> TASK DESCRIPTION: Your response should consist of every line below, reproduced without alteration.

> DATA PROVIDED:

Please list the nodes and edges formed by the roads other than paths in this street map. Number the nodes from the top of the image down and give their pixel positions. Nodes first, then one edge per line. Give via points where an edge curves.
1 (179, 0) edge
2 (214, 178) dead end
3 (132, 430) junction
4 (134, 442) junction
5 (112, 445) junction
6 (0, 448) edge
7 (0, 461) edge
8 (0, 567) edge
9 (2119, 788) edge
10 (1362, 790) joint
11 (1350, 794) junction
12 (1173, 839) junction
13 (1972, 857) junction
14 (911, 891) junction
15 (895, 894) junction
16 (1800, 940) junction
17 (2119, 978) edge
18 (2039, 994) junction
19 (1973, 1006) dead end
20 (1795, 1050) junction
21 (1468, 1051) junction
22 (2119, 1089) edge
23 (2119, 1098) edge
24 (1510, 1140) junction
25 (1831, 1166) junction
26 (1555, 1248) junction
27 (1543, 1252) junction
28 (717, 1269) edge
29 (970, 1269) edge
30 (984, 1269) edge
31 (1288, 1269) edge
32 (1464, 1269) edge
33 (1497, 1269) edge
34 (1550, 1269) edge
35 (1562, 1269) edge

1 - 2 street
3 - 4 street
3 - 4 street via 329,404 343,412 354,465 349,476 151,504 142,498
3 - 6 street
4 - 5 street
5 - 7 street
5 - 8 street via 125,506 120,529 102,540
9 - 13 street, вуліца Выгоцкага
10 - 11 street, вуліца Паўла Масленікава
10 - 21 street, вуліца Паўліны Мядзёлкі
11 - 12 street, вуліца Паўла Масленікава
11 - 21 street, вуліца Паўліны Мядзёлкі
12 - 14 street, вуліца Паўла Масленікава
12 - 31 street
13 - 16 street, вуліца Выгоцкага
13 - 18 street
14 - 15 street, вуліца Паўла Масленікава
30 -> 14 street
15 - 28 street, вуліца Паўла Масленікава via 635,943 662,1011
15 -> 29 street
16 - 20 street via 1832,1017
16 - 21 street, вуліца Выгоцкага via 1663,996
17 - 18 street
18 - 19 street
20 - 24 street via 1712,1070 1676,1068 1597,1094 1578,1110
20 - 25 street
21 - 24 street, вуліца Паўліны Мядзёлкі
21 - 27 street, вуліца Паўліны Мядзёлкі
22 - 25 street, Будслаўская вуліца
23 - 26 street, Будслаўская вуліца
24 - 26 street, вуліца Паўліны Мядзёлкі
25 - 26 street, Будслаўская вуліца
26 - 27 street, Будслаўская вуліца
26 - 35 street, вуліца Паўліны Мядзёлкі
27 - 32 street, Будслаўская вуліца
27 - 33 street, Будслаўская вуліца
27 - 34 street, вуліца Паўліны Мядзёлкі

> WRITTEN ANSWER:
Please list the nodes and edges formed by the roads other than paths in this street map. Number the nodes from the top of the image down and give their pixel positions. Nodes first, then one edge per line. Give via points where an edge curves.
1 (179, 0) edge
2 (214, 178) dead end
3 (132, 430) junction
4 (134, 442) junction
5 (112, 445) junction
6 (0, 448) edge
7 (0, 461) edge
8 (0, 567) edge
9 (2119, 788) edge
10 (1362, 790) joint
11 (1350, 794) junction
12 (1173, 839) junction
13 (1972, 857) junction
14 (911, 891) junction
15 (895, 894) junction
16 (1800, 940) junction
17 (2119, 978) edge
18 (2039, 994) junction
19 (1973, 1006) dead end
20 (1795, 1050) junction
21 (1468, 1051) junction
22 (2119, 1089) edge
23 (2119, 1098) edge
24 (1510, 1140) junction
25 (1831, 1166) junction
26 (1555, 1248) junction
27 (1543, 1252) junction
28 (717, 1269) edge
29 (970, 1269) edge
30 (984, 1269) edge
31 (1288, 1269) edge
32 (1464, 1269) edge
33 (1497, 1269) edge
34 (1550, 1269) edge
35 (1562, 1269) edge

1 - 2 street
3 - 4 street
3 - 4 street via 329,404 343,412 354,465 349,476 151,504 142,498
3 - 6 street
4 - 5 street
5 - 7 street
5 - 8 street via 125,506 120,529 102,540
9 - 13 street, вуліца Выгоцкага
10 - 11 street, вуліца Паўла Масленікава
10 - 21 street, вуліца Паўліны Мядзёлкі
11 - 12 street, вуліца Паўла Масленікава
11 - 21 street, вуліца Паўліны Мядзёлкі
12 - 14 street, вуліца Паўла Масленікава
12 - 31 street
13 - 16 street, вуліца Выгоцкага
13 - 18 street
14 - 15 street, вуліца Паўла Масленікава
30 -> 14 street
15 - 28 street, вуліца Паўла Масленікава via 635,943 662,1011
15 -> 29 street
16 - 20 street via 1832,1017
16 - 21 street, вуліца Выгоцкага via 1663,996
17 - 18 street
18 - 19 street
20 - 24 street via 1712,1070 1676,1068 1597,1094 1578,1110
20 - 25 street
21 - 24 street, вуліца Паўліны Мядзёлкі
21 - 27 street, вуліца Паўліны Мядзёлкі
22 - 25 street, Будслаўская вуліца
23 - 26 street, Будслаўская вуліца
24 - 26 street, вуліца Паўліны Мядзёлкі
25 - 26 street, Будслаўская вуліца
26 - 27 street, Будслаўская вуліца
26 - 35 street, вуліца Паўліны Мядзёлкі
27 - 32 street, Будслаўская вуліца
27 - 33 street, Будслаўская вуліца
27 - 34 street, вуліца Паўліны Мядзёлкі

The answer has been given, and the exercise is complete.